Example of how it works: https://www.darcorp.com/advanced-aircraft-analysis-software/

The bureaucracy had nothing to do with it. They did not want to spend the money to create a new craft. The long bodies aircraft was not airworthy physically speaking and so the software was designed to limit its pitch to prevent it from stalling.

All aircrafts can stall and some angle of attack but a long+narrow aircraft is way more sensitive.

Design of an aircraft from scratch would have flagged it as poor design right away.

2 comments

As pointed out in some other comments, SpaceX do extensive simulations, they almost certainly have the best rocket simulations in the world (see some of the published talks on youtube to see the state of their research).

We know that their simulations/calculations were excellent for these last couple of Starship tests because the tests themselves were excellent. There were a number of things being tested, including things like flying multiple Raptor engines, turning those engines off, switching between different fuel tanks for launching and landing, the bellyflop maneauver, the landing flip maneauver, engine relight from the header tank, and finally landing. Almost all of these were perfect, from what information we have.

There have been two failures, and from what we know these were not related to simulations at all - they seem to be system/integration issues, though we don't really know much about the engine failing to relight this test.

On SN8 they had a pressure issue feeding the engines from the header tanks. It may have been possible to anticipate this or test it independently, but it was probably the least important of all the things being tested. Given that they have multiple new (and updated!) test articles rolling off the production line they clearly made the choice to conduct the test without spending years trying to validate every single component. Again, they obviously did a lot of excellent engineering despite not undertaking a long pre-flight validation, as the test was so succesful.

Both you and I agree that aerospace companies should do large scale vehicle simulations, which they do.

In addition SpaceX does complex fluid dynamics simulations to design and test their engines.

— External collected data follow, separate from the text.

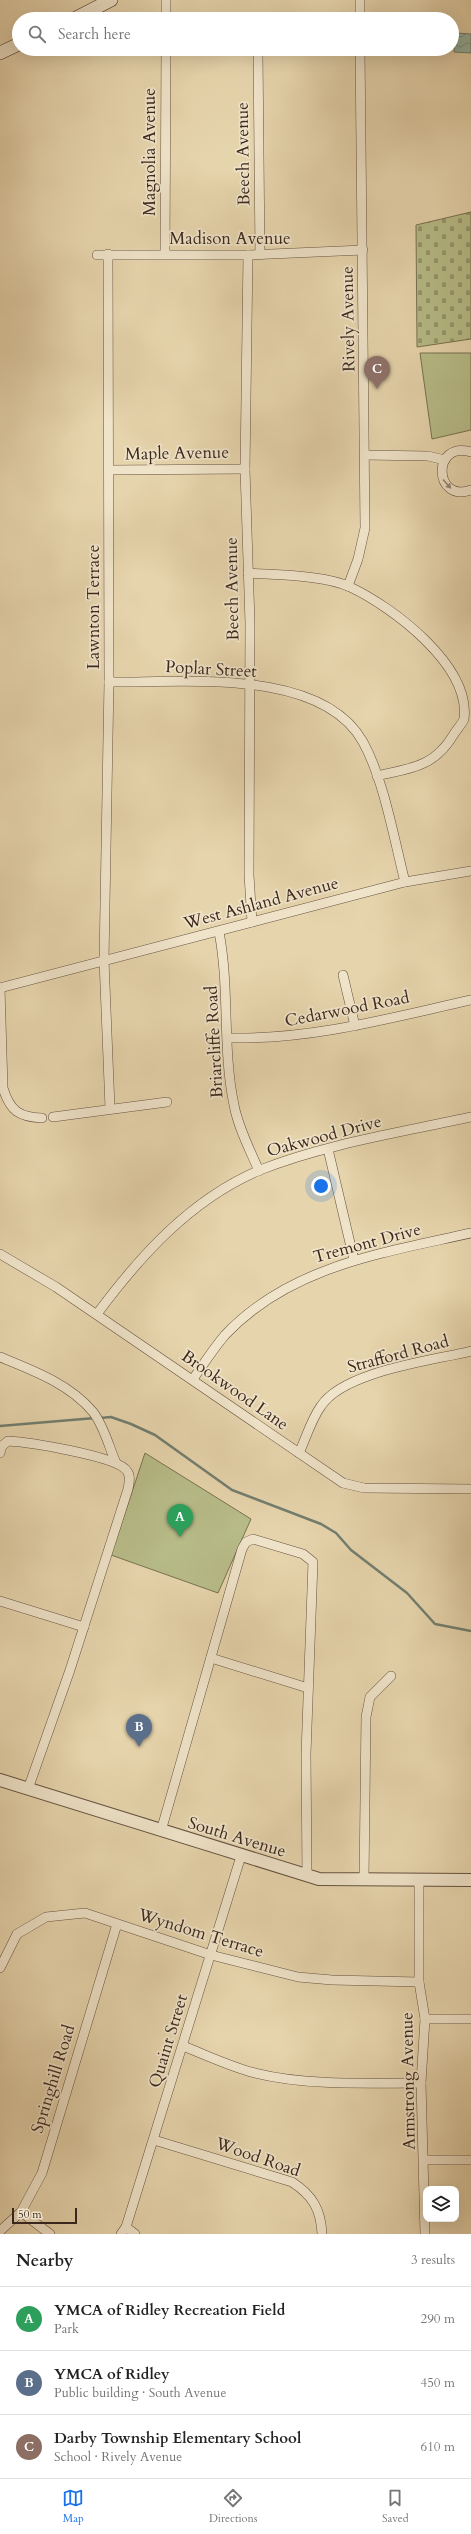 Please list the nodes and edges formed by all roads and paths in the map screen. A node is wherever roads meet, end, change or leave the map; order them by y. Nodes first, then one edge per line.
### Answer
1 (111, 0) edge
2 (166, 0) edge
3 (360, 0) edge
4 (88, 12) edge
5 (166, 12) edge
6 (360, 12) edge
7 (12, 47) edge
8 (0, 53) edge
9 (166, 56) edge
10 (258, 56) edge
11 (360, 56) edge
12 (363, 250) junction
13 (108, 254) junction
14 (165, 254) junction
15 (97, 255) dead end
16 (248, 255) junction
17 (260, 255) junction
18 (471, 452) edge
19 (365, 455) junction
20 (444, 460) junction
21 (245, 468) junction
22 (110, 470) junction
23 (471, 490) edge
24 (248, 573) junction
25 (348, 586) junction
26 (109, 682) junction
27 (250, 683) junction
28 (467, 721) edge
29 (377, 776) junction
30 (471, 871) edge
31 (405, 882) junction
32 (252, 922) junction
33 (219, 932) junction
34 (104, 960) junction
35 (343, 974) dead end
36 (0, 988) edge
37 (471, 1000) edge
38 (355, 1026) junction
39 (228, 1038) junction
40 (167, 1102) dead end
41 (110, 1108) junction
42 (53, 1117) dead end
43 (471, 1117) edge
44 (42, 1118) dead end
45 (328, 1149) junction
46 (259, 1171) junction
47 (471, 1233) edge
48 (0, 1254) edge
49 (354, 1260) junction
50 (96, 1314) junction
51 (471, 1351) edge
52 (0, 1357) edge
53 (192, 1380) junction
54 (299, 1453) junction
55 (0, 1454) edge
56 (116, 1463) junction
57 (471, 1489) edge
58 (0, 1601) edge
59 (84, 1627) junction
60 (211, 1658) junction
61 (391, 1676) dead end
62 (308, 1688) junction
63 (0, 1780) edge
64 (28, 1788) junction
65 (161, 1831) junction
66 (241, 1856) junction
67 (307, 1876) junction
68 (364, 1880) junction
69 (419, 1880) junction
70 (471, 1880) edge
71 (117, 1924) junction
72 (211, 1955) junction
73 (0, 1968) edge
74 (419, 1982) junction
75 (425, 2019) junction
76 (471, 2019) edge
77 (183, 2046) junction
78 (421, 2083) junction
79 (154, 2140) junction
80 (425, 2160) junction
81 (471, 2160) edge
82 (21, 2212) junction
83 (124, 2230) edge
84 (0, 2231) edge
85 (50, 2234) edge
86 (135, 2234) edge
87 (322, 2234) edge
88 (425, 2234) edge

1 - 4 main road
2 - 5 street
3 - 6 street
7 - 8 main road
9 - 14 street, Magnolia Avenue
10 - 17 street, Beech Avenue
11 - 12 street, Rively Avenue
12 - 17 street, Madison Avenue
12 - 19 street, Rively Avenue
13 - 14 street, Madison Avenue
13 - 15 street, Madison Avenue
13 - 22 street, Lawnton Terrace
14 - 16 street, Madison Avenue
16 - 17 street, Madison Avenue
16 - 21 street, Beech Avenue
18 - 20 street
19 - 20 street
19 - 25 street, Rively Avenue
20 -> 23 street
21 - 22 street, Maple Avenue
21 - 24 street, Beech Avenue
22 - 26 street, Lawnton Terrace
24 - 25 street
24 - 27 street, Beech Avenue
25 - 28 street
26 - 27 street, Poplar Street
26 - 34 street, Lawnton Terrace
27 - 29 street, Poplar Street
27 - 32 street, Beech Avenue
28 - 29 street
29 - 31 street, Poplar Street
30 - 31 street, West Ashland Avenue
31 - 32 street, West Ashland Avenue
32 - 33 street, West Ashland Avenue
33 - 34 street, West Ashland Avenue
33 - 39 street, Briarcliffe Road
34 - 36 street, West Ashland Avenue
34 - 41 street, Lawnton Terrace
35 - 38 street
36 - 44 street
37 - 38 street, Cedarwood Road
38 - 39 street, Cedarwood Road
39 - 46 street, Briarcliffe Road
40 - 41 street
41 - 42 street
43 - 45 street, Oakwood Drive
45 - 46 street, Oakwood Drive
45 - 49 street
46 - 50 street, Oakwood Drive
47 - 49 street, Tremont Drive
48 - 50 street, Brookwood Lane
49 - 53 street, Tremont Drive
50 - 53 street, Brookwood Lane
51 - 54 street, Strafford Road
52 - 56 street
53 - 54 street, Brookwood Lane
54 - 57 street, Brookwood Lane
55 - 56 street
56 - 59 street
58 - 59 street
59 - 64 street
60 - 62 street
60 - 62 street
60 - 65 street
61 - 68 street
62 - 67 street
63 - 64 street, South Avenue
64 - 65 street, South Avenue
65 - 66 street, South Avenue
66 - 67 street, South Avenue
66 - 72 street, Quaint Street
67 - 68 street, South Avenue
68 - 69 street, South Avenue
69 - 70 street, South Avenue
69 - 74 street, Armstrong Avenue
71 - 72 street, Wyndom Terrace
71 - 73 street, Wyndom Terrace
71 - 82 street, Springhill Road
72 - 74 street, Wyndom Terrace
72 - 77 street, Quaint Street
74 - 75 street, Armstrong Avenue
75 - 76 street
75 - 78 street, Armstrong Avenue
77 - 78 street
77 - 79 street, Quaint Street
78 - 80 street, Armstrong Avenue
79 - 83 street, Quaint Street
79 - 87 street, Wood Road
80 - 81 street
80 - 88 street, Armstrong Avenue
82 - 84 street, Springhill Road
82 - 85 street
83 - 86 street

That's likely part of why they have successfully made the "holy grail" of Full-Flow staged combustion work in the Raptor. [0]

None of the failures so far could have been detected through simulation since they were complex integration issues. At some point the cost of simulation is vastly larger than the cost of just creating a test article.

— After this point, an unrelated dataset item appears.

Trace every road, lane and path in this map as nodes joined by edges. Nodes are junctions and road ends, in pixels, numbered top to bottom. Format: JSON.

Components like drogue chutes, explosive bolts, failsafe valves and abort systems are typically validated both analytically (by reviewing designs) and are often hard to fully validate by testing.

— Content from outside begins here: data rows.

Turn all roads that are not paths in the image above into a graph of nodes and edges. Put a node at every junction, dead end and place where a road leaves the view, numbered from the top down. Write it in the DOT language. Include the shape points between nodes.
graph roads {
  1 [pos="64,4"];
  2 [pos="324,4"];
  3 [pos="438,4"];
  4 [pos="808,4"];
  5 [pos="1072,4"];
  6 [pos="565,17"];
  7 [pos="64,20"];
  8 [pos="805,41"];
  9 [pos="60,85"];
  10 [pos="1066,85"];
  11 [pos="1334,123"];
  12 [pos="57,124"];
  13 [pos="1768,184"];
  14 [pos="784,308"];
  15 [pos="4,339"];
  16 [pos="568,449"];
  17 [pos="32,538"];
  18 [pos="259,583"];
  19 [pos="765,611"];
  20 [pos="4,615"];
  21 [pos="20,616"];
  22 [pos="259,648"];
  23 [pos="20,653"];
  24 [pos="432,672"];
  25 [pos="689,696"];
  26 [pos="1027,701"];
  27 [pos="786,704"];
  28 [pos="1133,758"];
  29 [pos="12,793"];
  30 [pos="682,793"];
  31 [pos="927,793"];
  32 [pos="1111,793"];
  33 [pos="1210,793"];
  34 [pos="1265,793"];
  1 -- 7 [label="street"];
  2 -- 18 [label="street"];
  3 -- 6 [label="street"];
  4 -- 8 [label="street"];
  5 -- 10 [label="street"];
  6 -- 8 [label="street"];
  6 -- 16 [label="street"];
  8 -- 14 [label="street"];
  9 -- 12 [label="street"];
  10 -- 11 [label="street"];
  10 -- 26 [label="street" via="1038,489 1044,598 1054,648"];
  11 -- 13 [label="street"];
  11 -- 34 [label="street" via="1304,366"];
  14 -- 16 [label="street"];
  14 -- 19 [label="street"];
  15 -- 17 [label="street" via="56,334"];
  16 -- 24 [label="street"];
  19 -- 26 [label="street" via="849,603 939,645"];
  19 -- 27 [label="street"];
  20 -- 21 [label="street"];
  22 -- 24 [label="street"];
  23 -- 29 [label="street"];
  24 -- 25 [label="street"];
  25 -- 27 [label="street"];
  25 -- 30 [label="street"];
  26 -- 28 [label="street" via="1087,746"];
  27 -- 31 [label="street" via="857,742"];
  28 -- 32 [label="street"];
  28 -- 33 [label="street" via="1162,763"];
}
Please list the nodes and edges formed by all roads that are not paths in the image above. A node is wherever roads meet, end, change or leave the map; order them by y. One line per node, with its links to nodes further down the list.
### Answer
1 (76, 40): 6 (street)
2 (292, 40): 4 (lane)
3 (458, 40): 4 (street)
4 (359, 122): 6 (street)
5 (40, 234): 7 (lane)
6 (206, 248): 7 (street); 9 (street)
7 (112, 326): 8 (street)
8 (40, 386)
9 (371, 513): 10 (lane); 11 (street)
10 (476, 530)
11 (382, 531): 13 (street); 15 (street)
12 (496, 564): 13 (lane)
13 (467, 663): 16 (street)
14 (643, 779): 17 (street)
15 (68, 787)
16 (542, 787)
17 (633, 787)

Since validating components is so expensive, it leads companies that rely on analyitical validation (like Boeing) to become overly attached to previously analysed and working components because analysis is so time consuming and expensive. You end up with modern rockets built with space-shuttle engines as components (SLS) and old jets with new engines tacked on (747 Max).

When you talk about explosive deconstruction of a test article after something new was learnt you fail to realise the learning (not the landing) was the goal. If SN9 had landed correctly, it is very likely they would have deconstructed it anyway. They just deconstructed SN12, 13 and 14 to make way for SN15 which has a very improved design.